ENTRIES SUPPLIED below:

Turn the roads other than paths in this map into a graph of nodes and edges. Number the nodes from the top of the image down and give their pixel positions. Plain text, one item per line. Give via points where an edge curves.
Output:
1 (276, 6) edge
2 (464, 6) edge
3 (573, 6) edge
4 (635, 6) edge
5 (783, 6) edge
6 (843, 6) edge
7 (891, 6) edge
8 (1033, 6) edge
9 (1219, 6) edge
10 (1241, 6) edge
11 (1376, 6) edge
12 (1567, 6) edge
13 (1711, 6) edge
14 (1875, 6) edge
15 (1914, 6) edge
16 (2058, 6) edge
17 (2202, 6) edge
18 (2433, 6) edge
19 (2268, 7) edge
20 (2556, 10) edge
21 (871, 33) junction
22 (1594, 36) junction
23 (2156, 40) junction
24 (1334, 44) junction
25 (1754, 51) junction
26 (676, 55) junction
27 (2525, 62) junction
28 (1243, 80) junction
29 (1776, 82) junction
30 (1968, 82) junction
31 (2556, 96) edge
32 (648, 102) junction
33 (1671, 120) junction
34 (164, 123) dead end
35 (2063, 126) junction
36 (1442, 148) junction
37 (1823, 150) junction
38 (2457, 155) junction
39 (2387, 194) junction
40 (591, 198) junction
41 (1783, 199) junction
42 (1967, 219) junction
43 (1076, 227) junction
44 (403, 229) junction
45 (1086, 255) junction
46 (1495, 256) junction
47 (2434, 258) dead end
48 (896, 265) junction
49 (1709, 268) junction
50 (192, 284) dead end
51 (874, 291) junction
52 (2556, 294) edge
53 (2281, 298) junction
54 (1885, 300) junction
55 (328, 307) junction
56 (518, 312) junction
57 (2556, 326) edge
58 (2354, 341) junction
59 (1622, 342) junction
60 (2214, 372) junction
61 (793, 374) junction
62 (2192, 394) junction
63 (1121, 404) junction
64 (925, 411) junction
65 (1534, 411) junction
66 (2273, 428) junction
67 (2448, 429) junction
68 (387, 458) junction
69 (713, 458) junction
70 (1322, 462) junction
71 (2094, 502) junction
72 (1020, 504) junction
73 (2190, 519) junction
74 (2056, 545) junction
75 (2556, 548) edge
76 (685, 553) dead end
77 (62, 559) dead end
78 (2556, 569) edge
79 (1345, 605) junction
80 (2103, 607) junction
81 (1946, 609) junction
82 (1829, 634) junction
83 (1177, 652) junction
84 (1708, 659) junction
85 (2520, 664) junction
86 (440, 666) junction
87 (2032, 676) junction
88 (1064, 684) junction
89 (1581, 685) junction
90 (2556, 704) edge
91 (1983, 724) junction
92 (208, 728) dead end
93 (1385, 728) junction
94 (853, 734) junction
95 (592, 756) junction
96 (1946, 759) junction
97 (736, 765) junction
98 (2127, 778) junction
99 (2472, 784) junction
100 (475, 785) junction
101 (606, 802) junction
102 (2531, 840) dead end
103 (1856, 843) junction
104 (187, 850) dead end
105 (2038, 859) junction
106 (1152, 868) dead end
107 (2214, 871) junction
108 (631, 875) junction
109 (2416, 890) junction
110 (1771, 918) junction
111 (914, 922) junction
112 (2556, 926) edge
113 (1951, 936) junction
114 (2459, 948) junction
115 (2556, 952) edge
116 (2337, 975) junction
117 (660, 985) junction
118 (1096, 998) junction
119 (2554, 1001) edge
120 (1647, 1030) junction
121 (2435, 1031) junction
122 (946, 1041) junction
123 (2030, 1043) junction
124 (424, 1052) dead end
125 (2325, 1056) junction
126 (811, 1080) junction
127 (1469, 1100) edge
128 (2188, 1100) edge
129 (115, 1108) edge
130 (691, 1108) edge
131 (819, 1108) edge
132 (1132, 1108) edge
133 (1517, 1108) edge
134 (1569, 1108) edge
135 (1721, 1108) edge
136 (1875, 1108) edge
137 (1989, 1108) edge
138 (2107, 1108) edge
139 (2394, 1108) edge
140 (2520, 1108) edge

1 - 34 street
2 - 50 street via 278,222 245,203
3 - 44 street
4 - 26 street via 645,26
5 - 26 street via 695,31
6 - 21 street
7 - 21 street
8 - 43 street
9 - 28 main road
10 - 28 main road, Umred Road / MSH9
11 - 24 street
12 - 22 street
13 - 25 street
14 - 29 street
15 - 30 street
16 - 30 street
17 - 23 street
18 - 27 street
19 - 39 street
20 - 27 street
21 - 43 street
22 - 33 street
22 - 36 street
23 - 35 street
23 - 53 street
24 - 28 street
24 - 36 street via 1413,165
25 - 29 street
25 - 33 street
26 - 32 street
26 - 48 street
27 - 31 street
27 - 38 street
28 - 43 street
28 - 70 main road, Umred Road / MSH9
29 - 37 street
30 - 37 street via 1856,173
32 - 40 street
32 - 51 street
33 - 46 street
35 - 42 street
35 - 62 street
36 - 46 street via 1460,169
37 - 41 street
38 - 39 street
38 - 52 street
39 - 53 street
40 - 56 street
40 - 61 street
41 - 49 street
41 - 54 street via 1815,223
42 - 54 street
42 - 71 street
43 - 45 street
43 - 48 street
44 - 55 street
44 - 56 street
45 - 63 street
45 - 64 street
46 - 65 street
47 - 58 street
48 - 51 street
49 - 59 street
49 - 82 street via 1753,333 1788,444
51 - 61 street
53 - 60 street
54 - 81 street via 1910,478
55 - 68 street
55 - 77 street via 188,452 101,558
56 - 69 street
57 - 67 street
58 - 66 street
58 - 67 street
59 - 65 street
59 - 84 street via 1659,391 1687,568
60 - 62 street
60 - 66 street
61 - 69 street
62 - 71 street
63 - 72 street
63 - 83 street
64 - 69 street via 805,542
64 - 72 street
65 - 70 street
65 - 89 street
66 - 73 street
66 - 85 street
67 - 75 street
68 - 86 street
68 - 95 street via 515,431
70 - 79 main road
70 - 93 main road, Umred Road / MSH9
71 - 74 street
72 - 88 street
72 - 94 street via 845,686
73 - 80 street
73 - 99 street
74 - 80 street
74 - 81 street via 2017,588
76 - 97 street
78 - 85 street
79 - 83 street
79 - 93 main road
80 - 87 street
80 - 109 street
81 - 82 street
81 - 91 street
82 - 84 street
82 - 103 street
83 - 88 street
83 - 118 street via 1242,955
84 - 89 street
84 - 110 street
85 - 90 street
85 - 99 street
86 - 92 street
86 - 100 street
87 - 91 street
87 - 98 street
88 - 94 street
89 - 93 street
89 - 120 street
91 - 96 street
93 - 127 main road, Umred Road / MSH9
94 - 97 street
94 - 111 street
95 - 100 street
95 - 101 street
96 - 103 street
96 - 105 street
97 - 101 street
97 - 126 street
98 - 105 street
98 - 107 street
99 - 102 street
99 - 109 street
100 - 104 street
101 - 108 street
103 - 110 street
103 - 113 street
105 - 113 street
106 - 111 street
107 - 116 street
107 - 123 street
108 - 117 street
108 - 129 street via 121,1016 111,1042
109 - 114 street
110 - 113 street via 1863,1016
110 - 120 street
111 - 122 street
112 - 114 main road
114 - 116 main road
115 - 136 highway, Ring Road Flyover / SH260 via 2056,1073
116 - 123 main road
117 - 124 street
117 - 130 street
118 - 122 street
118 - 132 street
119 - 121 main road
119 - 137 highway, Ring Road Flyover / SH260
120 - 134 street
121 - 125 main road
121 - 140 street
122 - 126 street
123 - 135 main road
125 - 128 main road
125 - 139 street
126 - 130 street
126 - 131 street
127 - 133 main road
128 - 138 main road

End of ENTRIES SUPPLIED.

WHAT YOU WILL DO ::
Which lines in the records above hold the string "Umred"? Copy each of them.

YOUR SOLUTION ::
10 - 28 main road, Umred Road / MSH9
28 - 70 main road, Umred Road / MSH9
70 - 93 main road, Umred Road / MSH9
93 - 127 main road, Umred Road / MSH9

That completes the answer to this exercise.